## [What to do]
Where does the string "Laureles" occur in the entries below? Copy every line where it does.
BEGIN Data for this exercise
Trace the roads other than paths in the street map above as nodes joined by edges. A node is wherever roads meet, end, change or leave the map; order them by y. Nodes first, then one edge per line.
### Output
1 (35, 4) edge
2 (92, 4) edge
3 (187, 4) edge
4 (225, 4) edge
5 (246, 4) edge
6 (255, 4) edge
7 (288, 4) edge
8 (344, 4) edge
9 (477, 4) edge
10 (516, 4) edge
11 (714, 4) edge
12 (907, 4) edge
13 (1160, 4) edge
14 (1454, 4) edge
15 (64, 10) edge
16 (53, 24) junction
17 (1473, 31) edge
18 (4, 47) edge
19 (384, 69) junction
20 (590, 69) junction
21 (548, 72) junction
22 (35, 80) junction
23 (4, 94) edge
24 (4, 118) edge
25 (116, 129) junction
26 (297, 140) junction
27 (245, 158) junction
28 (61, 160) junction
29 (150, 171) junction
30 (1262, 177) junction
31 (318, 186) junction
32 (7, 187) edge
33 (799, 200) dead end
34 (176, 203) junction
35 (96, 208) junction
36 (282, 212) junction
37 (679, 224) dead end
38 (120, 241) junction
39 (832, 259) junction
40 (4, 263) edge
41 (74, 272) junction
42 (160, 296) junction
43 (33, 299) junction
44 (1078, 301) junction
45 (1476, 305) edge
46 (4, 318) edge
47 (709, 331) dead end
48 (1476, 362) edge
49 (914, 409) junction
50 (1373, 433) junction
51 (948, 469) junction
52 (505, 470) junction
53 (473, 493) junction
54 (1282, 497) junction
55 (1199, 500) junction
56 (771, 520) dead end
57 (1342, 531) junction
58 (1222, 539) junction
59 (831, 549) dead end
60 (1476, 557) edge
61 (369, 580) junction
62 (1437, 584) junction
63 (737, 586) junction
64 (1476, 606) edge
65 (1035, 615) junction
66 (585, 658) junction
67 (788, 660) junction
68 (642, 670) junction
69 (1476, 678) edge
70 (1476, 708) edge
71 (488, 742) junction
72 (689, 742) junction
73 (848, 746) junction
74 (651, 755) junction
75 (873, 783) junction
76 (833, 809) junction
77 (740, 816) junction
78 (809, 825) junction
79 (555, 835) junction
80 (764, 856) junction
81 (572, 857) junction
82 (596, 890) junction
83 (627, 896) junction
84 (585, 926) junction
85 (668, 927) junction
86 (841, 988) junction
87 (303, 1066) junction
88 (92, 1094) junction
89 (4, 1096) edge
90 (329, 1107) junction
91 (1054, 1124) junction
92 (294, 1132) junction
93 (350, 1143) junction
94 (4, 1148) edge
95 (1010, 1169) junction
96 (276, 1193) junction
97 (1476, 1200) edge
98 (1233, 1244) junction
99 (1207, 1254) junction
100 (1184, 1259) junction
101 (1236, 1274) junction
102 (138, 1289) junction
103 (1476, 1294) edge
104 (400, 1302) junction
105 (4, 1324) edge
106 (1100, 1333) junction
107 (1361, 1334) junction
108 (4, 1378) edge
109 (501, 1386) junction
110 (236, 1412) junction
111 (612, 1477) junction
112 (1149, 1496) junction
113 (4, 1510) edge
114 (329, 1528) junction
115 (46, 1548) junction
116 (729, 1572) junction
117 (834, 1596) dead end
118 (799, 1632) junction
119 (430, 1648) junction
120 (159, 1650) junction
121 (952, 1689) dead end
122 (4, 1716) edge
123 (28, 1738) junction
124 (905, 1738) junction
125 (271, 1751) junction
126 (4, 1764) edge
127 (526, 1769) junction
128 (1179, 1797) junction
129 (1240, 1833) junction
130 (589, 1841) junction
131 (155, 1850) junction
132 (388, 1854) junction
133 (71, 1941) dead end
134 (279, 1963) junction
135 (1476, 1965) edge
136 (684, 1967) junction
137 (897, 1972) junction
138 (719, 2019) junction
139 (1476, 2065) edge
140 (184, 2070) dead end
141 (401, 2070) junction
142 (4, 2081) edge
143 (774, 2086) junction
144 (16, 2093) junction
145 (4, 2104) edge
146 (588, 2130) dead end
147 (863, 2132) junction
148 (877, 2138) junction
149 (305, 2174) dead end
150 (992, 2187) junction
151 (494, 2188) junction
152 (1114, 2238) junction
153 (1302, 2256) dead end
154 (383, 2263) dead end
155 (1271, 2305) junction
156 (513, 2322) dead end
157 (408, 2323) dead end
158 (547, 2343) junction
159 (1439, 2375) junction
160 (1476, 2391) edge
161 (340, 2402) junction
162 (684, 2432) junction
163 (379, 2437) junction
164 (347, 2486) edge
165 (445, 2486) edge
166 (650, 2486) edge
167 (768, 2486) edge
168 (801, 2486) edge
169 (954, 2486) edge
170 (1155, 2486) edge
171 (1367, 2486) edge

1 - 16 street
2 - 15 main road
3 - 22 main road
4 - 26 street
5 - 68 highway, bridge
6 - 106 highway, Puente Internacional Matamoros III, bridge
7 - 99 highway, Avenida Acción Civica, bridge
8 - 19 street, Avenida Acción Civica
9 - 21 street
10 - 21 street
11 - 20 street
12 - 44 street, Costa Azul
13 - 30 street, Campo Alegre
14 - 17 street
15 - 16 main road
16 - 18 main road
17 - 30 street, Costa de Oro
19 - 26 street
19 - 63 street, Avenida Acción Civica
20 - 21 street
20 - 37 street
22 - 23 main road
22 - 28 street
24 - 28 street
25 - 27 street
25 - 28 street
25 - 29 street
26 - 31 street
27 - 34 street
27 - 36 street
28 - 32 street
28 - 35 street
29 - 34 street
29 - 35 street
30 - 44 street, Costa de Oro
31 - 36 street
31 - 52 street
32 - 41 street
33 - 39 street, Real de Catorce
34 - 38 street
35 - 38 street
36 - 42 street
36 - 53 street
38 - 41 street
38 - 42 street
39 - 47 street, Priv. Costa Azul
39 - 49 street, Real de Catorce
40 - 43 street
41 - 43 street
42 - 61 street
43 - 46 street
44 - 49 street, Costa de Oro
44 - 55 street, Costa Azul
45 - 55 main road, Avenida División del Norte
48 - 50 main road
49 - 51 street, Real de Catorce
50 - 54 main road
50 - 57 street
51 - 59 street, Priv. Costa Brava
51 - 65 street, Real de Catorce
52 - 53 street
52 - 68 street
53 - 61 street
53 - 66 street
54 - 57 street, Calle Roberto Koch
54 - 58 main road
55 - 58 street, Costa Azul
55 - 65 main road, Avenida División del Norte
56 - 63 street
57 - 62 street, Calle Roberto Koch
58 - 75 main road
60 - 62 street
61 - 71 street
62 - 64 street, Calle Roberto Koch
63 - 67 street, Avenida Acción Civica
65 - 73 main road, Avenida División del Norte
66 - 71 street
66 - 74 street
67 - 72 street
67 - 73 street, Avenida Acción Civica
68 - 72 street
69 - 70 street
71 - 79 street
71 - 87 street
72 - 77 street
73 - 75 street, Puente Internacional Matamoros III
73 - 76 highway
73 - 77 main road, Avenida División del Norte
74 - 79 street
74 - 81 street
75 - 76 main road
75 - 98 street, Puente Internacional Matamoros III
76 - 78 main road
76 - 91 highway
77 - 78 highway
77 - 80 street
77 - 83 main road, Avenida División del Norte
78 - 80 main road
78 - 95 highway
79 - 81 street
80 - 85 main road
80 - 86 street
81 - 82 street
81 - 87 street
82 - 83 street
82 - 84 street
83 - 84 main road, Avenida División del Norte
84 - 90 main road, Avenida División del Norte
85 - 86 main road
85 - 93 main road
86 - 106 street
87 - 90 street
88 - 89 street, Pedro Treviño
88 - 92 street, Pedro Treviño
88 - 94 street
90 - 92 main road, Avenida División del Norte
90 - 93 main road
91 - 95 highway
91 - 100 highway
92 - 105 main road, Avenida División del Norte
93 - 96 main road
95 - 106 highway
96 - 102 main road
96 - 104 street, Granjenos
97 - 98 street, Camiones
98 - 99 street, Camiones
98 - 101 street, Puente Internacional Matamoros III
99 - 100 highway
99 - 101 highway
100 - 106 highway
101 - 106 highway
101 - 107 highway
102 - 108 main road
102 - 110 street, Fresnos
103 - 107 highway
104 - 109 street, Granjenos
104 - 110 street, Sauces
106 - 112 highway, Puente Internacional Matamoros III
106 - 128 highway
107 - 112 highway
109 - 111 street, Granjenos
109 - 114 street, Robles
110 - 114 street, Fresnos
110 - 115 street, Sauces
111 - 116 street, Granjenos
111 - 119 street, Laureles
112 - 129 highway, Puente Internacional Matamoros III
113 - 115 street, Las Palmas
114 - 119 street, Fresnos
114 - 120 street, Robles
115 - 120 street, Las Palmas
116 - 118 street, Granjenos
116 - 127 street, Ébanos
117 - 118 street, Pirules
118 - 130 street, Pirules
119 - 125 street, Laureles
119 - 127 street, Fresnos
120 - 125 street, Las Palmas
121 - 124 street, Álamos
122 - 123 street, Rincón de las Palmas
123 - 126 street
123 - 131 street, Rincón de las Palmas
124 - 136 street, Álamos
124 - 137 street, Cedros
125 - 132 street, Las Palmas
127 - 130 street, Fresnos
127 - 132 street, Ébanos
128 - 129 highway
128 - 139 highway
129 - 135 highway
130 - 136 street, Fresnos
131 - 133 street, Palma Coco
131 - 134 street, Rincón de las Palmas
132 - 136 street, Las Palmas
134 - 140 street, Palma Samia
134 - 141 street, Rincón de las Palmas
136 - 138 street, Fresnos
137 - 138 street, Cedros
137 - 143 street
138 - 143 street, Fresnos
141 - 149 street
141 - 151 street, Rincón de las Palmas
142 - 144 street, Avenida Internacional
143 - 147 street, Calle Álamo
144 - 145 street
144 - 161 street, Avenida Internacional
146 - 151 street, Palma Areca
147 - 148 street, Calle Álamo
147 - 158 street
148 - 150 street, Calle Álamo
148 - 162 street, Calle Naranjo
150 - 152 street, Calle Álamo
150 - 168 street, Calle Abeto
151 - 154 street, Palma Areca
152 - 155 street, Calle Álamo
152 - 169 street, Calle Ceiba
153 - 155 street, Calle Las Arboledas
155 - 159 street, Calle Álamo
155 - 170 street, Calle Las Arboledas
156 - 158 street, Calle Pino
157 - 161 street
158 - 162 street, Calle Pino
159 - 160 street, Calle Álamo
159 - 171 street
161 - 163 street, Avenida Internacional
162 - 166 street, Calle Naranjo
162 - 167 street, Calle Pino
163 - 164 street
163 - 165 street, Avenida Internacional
END Data for this exercise
## [Task answer]
111 - 119 street, Laureles
119 - 125 street, Laureles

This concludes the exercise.